Objectifying hell ignores free will. God, however, gave us our freedom, and works not only to preserve it, but to make it greater. This is why hell must never be treated as a foregone conclusion for anyone. To do so is to treat hell as necessity. Hell is never necessary. Through the incarnation, God shows his love to his creation. Thanks to his death and resurrection, we can meet with him in our death, and when we do, we will see him offering us his mercy and grace. He is willing to make us whole. He does not want to discard anything which he has created. But he does not force us to accept his mercy. His judgment and condemnation are not to be understood as threats which he uses to force us to love him; rather they are to be understood as what comes out of his analytical examination of what we make for and of ourselves with our free will. Will we deny him forever? Will anyone deny him for all eternity? To answer such a question with a necessary yes is to deny free will; to necessarily say no, also, is to deny free will. We can hope that the answer is no. We can even think there are good reasons why the answer will be no. Nonetheless, we cannot say no with full assurance unless we deny the will in some fashion or another.

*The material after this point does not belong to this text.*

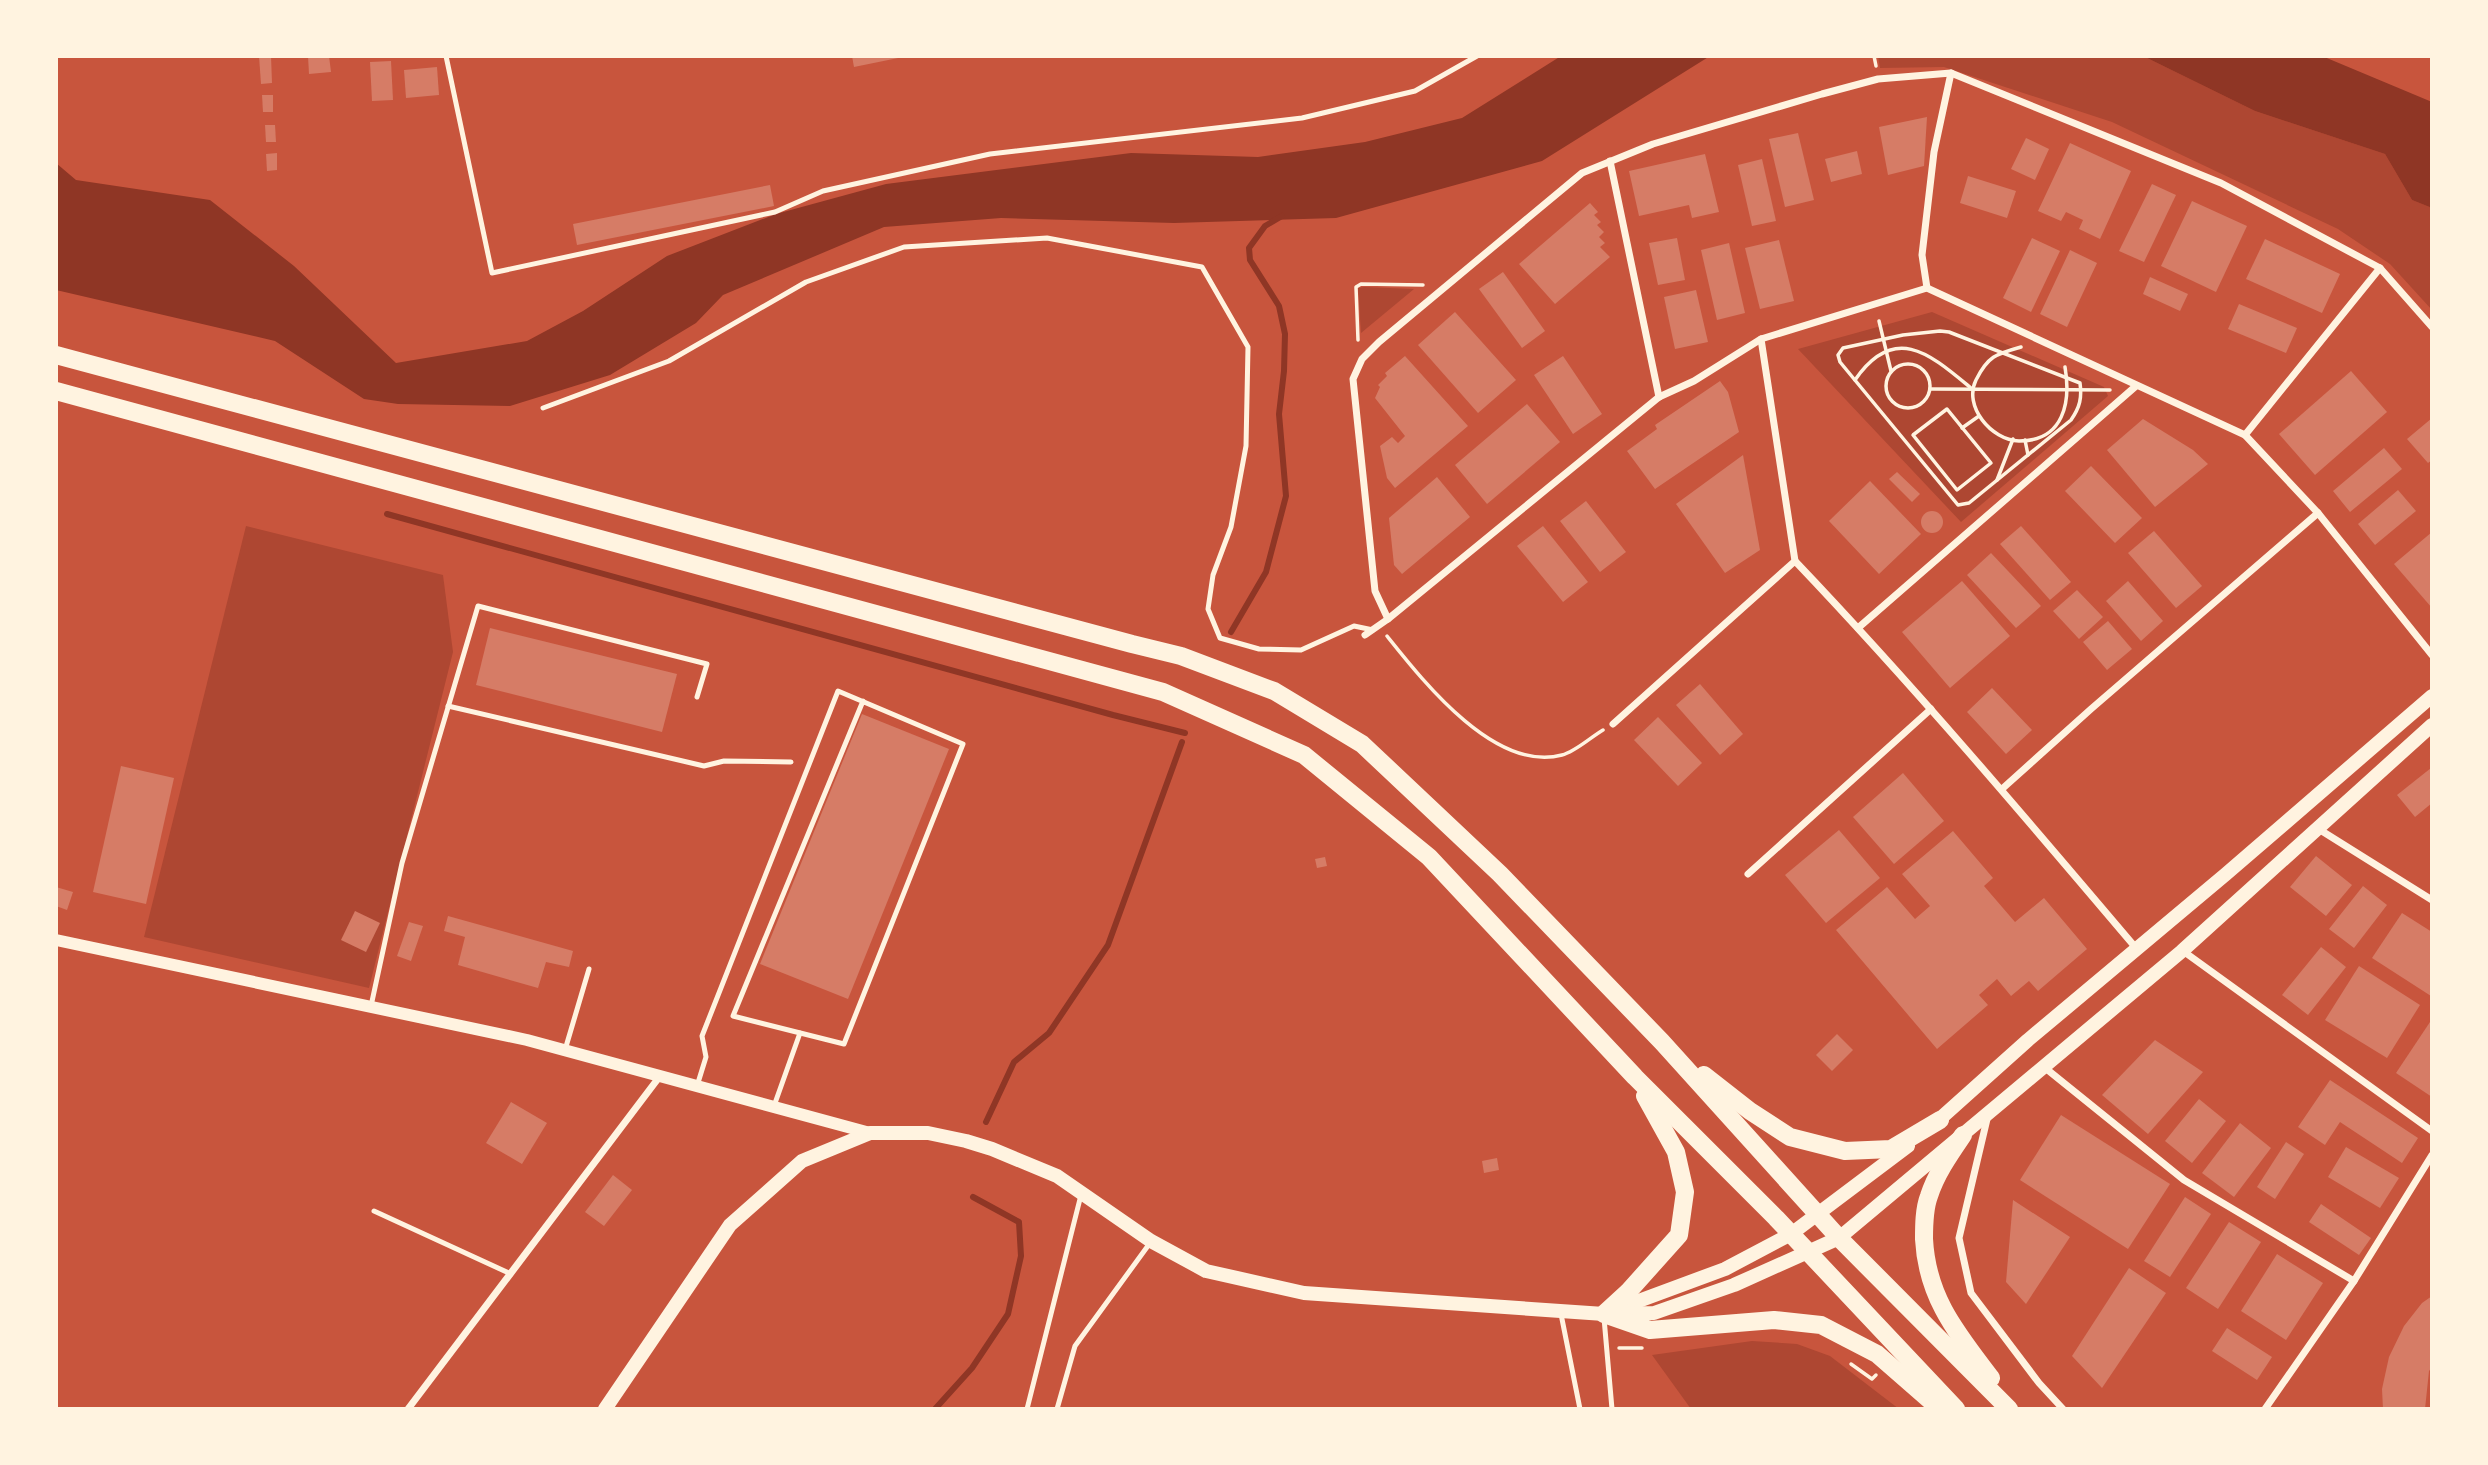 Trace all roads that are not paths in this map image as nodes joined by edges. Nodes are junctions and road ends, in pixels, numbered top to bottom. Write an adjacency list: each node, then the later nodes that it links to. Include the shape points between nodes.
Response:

God is love, and in that love, God loves us. He created us out of his love, and he is willing to save us – and make us better – because of that love. The reason why we need saving is because of our failure to love. Such failure to love is the ultimate denial of God. Why we have willed such a denial is a mystery, but it is that mystery which suggests why we cannot know if all will be saved. But we also know what God is like. He doesn’t want to discard us. In his love for us, he has set about making sure we do not have to be lost. Whatever we have done, whatever sin we have done which causes our own suffering, indeed, which corrupts us, making us less than what we can and should be, does not have to be permanent. The goodness of God is that he is willing to help us despite all that we have done to harm ourselves. He awaits our response. He does not force us to be healed. And it is in this patience, in this great love, we have reasons to hope that all will be saved. For we know he does not want to throw away anything which he has created. He takes more care of us than we do with our own goods, and we know how hard it is for us to throw away the things which we own. God is not willing to throw us away. That is the message at the heart of the Gospel. Those who are quick to threaten hell to others have yet to truly understand God and the good news which Jesus preached, the good news which says God loves us despite whatever we have ever done.
 Hans Urs von Balthasar, Dare We Have “That All Men Be Saved?” with a Short Discourse on Hell. Trans. David Kipp and Lothar Krauth (San Francisco: Ignatius Press, 1988), 190.
 The Sayings of the Desert Fathers. Trans. Benedicta Ward (Kalamazoo, MI: Cistercian Publications, 1984), 150 [Mius 3].